The expected output is a copy of every line in the records with the string "Cantú".

── Supplied records ──

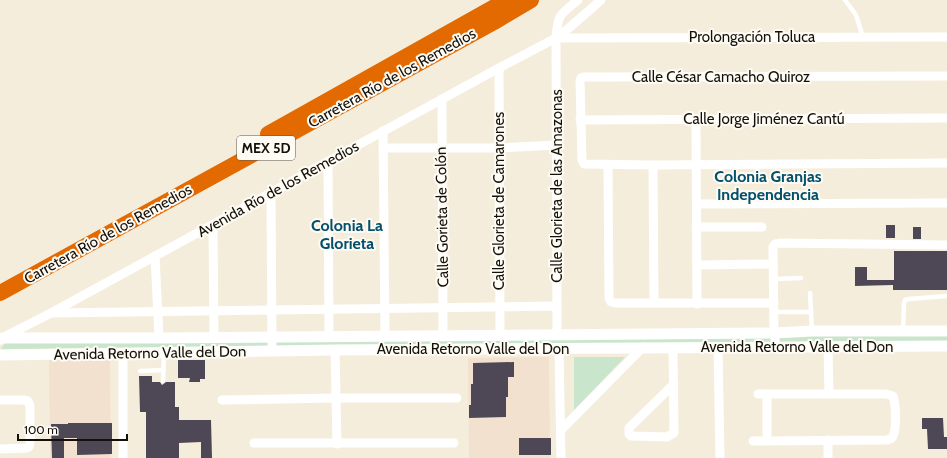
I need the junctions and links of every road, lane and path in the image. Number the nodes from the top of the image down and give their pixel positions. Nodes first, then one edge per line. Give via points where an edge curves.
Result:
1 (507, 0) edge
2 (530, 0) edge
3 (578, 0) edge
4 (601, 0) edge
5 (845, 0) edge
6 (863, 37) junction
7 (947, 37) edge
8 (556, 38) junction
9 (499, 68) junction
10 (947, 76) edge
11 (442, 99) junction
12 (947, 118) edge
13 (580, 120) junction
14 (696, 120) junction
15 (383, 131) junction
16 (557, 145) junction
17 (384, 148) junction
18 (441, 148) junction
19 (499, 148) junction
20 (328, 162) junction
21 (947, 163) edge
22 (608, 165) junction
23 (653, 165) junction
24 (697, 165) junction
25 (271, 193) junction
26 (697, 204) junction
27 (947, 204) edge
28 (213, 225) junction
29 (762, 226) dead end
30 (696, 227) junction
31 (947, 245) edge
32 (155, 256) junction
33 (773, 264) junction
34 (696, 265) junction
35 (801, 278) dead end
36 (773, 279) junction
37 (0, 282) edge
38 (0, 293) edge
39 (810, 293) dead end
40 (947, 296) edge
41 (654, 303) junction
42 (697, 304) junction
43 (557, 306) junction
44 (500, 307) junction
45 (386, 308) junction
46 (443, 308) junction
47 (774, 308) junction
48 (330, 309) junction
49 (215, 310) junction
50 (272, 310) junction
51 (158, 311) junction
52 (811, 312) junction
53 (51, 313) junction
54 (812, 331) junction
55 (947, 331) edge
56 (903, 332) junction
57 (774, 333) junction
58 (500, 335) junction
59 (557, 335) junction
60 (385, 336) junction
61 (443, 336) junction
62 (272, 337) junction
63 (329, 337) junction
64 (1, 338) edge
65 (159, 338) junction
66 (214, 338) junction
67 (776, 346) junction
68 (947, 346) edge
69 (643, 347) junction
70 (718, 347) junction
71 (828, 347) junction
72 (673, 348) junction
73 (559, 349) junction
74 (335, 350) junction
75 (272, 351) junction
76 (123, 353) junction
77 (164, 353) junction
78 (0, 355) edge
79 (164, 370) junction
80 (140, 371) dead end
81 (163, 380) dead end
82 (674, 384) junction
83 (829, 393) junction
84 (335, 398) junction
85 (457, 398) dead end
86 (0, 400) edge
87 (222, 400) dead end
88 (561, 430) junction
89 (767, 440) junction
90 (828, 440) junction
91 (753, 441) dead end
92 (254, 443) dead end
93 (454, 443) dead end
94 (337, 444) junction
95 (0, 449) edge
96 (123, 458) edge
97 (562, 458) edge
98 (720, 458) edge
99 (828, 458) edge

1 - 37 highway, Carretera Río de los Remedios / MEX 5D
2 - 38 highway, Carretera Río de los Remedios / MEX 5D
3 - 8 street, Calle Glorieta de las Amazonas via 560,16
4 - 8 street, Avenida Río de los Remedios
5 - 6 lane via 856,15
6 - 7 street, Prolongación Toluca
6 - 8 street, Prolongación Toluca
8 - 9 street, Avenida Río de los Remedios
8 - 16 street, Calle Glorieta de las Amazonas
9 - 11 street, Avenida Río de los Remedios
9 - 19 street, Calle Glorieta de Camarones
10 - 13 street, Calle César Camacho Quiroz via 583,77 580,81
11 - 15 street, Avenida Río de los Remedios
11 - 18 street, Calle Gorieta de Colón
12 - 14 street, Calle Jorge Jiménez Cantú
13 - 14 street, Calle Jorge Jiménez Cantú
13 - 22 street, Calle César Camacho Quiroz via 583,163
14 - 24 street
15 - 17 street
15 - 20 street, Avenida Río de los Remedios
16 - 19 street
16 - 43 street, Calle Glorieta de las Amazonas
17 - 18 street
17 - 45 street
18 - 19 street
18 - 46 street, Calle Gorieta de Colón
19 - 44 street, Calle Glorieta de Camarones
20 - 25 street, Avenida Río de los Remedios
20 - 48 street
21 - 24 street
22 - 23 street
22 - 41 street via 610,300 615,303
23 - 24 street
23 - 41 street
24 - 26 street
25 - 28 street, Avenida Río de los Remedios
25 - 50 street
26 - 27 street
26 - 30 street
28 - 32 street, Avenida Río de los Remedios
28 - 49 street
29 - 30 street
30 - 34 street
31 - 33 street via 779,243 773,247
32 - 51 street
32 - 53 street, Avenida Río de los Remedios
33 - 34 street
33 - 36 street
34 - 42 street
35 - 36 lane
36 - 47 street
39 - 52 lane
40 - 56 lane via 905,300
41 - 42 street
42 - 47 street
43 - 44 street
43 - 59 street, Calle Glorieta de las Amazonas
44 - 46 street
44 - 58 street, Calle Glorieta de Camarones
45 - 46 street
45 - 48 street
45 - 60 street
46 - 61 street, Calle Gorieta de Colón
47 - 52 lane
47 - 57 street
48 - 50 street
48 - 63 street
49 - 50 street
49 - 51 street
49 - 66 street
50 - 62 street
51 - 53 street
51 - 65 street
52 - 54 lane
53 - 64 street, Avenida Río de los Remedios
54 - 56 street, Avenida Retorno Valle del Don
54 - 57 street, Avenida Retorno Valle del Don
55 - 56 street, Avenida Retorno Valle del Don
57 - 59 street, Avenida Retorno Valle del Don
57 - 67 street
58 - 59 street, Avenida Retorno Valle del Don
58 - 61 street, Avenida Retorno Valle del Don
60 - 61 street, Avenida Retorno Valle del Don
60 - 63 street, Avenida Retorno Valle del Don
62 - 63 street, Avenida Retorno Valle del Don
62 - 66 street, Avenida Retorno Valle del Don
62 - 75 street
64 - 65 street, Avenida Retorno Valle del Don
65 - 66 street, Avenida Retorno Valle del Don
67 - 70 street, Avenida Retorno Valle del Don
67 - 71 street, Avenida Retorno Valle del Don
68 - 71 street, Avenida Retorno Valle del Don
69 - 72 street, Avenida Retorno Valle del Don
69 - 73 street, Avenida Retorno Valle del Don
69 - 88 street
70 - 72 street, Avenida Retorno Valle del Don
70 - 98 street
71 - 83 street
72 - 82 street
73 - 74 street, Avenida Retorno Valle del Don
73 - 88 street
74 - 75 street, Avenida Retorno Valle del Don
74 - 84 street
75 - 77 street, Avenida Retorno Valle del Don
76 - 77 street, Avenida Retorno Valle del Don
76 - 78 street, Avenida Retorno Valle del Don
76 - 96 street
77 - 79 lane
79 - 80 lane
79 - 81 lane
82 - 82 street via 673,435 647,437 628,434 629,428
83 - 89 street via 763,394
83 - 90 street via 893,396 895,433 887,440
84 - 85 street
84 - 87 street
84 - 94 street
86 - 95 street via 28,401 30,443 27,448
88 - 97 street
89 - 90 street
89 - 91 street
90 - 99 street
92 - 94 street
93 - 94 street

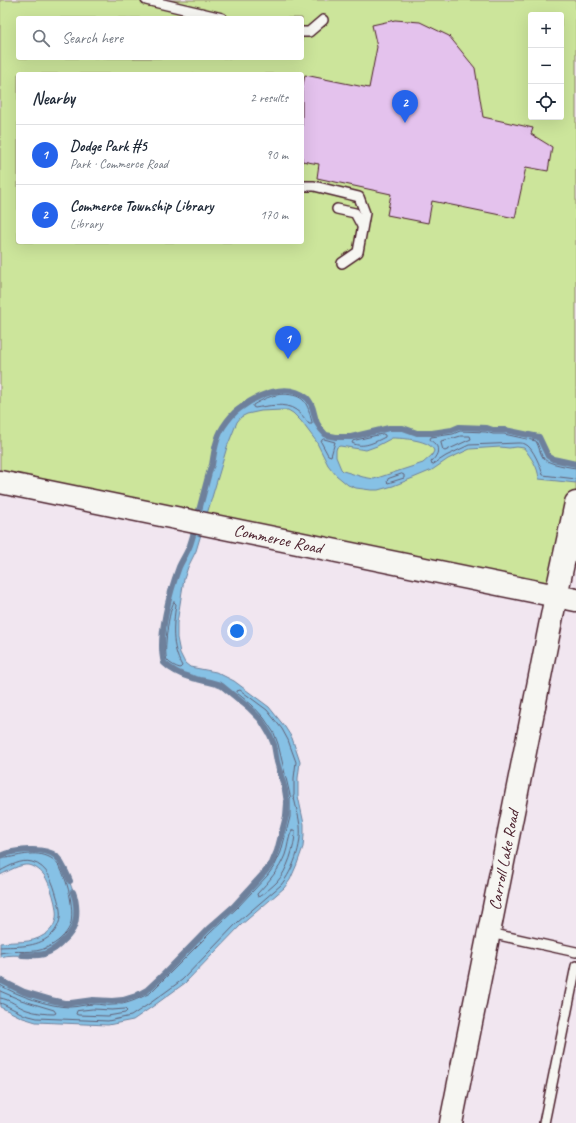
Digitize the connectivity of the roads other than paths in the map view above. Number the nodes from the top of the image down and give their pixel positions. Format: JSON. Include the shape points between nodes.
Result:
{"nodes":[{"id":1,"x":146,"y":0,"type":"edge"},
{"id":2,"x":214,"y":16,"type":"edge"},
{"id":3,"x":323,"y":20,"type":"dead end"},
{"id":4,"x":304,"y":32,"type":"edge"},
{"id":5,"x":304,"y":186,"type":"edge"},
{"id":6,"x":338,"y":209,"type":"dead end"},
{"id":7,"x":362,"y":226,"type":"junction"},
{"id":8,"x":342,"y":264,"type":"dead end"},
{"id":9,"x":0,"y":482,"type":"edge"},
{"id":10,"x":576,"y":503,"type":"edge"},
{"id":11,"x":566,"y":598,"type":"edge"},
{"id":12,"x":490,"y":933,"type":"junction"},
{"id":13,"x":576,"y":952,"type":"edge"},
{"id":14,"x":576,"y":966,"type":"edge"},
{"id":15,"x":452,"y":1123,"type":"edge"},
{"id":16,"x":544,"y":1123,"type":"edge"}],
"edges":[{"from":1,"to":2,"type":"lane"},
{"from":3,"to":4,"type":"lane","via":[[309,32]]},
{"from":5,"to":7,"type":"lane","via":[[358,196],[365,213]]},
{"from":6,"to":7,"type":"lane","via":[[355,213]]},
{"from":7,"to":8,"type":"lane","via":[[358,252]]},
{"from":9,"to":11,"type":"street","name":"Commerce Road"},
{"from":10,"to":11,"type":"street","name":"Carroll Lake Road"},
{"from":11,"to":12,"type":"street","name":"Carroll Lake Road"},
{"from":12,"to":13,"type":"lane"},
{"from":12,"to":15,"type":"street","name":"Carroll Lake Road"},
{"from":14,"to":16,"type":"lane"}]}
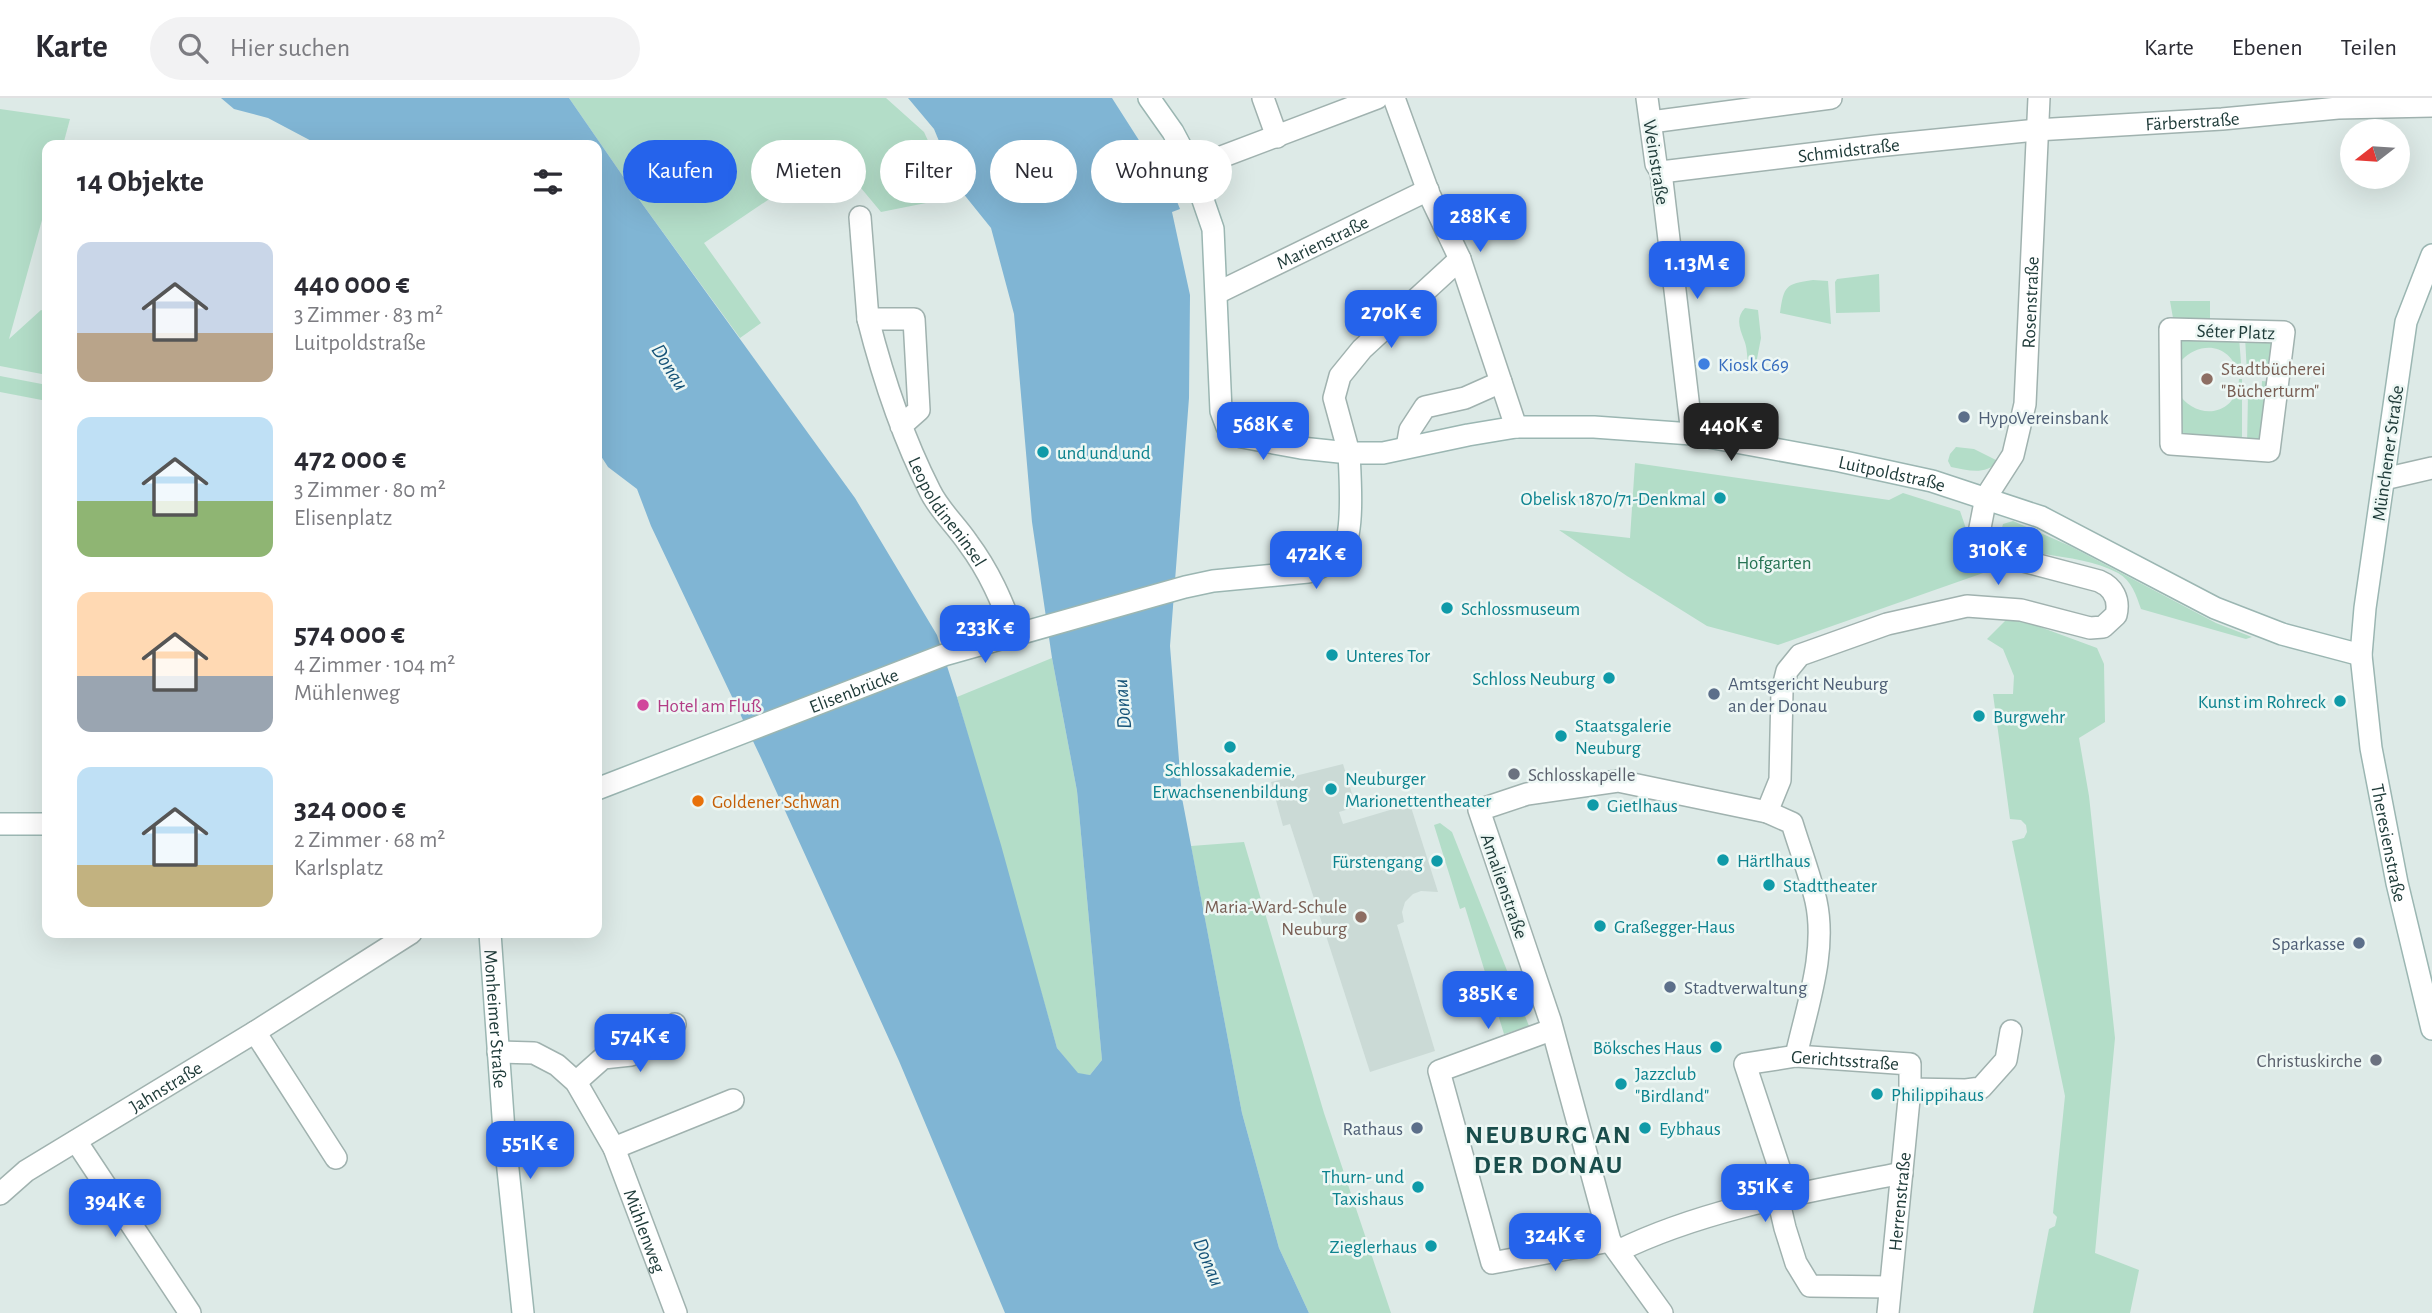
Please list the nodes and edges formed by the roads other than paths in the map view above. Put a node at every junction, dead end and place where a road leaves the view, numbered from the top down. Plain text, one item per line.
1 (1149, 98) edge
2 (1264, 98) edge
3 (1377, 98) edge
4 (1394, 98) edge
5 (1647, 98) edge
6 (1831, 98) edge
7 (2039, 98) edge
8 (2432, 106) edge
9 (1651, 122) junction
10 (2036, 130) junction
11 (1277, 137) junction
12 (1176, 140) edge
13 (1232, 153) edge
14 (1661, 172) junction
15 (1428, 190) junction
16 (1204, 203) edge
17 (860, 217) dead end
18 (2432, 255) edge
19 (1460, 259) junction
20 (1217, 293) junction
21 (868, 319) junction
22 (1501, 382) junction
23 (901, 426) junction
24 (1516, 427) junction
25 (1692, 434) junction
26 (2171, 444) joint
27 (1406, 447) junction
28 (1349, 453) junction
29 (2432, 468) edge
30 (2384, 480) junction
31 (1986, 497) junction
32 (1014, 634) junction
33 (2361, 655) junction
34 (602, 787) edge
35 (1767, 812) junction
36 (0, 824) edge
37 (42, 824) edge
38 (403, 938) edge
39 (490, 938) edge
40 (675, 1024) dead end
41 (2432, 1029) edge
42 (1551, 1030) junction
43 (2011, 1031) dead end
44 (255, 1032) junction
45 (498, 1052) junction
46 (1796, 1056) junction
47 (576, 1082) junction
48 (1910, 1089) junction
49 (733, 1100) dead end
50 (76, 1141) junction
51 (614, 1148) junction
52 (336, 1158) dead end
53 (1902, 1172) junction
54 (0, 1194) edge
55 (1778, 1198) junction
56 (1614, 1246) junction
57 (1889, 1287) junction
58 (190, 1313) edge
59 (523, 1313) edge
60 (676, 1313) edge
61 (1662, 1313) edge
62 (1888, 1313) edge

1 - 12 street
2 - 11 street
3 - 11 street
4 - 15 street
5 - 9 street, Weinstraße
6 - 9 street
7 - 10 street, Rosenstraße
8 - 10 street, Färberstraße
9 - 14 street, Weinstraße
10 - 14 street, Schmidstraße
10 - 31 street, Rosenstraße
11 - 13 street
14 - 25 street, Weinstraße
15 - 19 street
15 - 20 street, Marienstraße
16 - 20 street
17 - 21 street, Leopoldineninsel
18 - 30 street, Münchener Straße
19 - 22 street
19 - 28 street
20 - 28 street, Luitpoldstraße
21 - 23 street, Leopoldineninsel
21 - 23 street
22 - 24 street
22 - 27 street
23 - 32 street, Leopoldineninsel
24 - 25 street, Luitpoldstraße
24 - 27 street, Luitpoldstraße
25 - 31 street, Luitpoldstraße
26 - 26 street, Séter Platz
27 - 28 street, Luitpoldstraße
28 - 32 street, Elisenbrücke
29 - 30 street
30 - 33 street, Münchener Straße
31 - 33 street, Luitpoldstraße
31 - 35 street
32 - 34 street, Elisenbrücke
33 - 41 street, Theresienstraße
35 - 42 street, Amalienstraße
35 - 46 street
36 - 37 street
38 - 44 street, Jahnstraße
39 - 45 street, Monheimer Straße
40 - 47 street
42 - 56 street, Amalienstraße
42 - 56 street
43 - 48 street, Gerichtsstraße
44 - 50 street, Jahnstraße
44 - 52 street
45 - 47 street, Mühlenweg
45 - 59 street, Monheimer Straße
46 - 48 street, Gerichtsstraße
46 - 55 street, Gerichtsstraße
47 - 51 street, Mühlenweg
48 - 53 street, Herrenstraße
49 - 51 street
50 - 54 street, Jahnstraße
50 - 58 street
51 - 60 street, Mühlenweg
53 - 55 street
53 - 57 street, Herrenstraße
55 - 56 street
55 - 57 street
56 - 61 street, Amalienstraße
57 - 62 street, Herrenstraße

───

Result:
12 - 14 street, Calle Jorge Jiménez Cantú
13 - 14 street, Calle Jorge Jiménez Cantú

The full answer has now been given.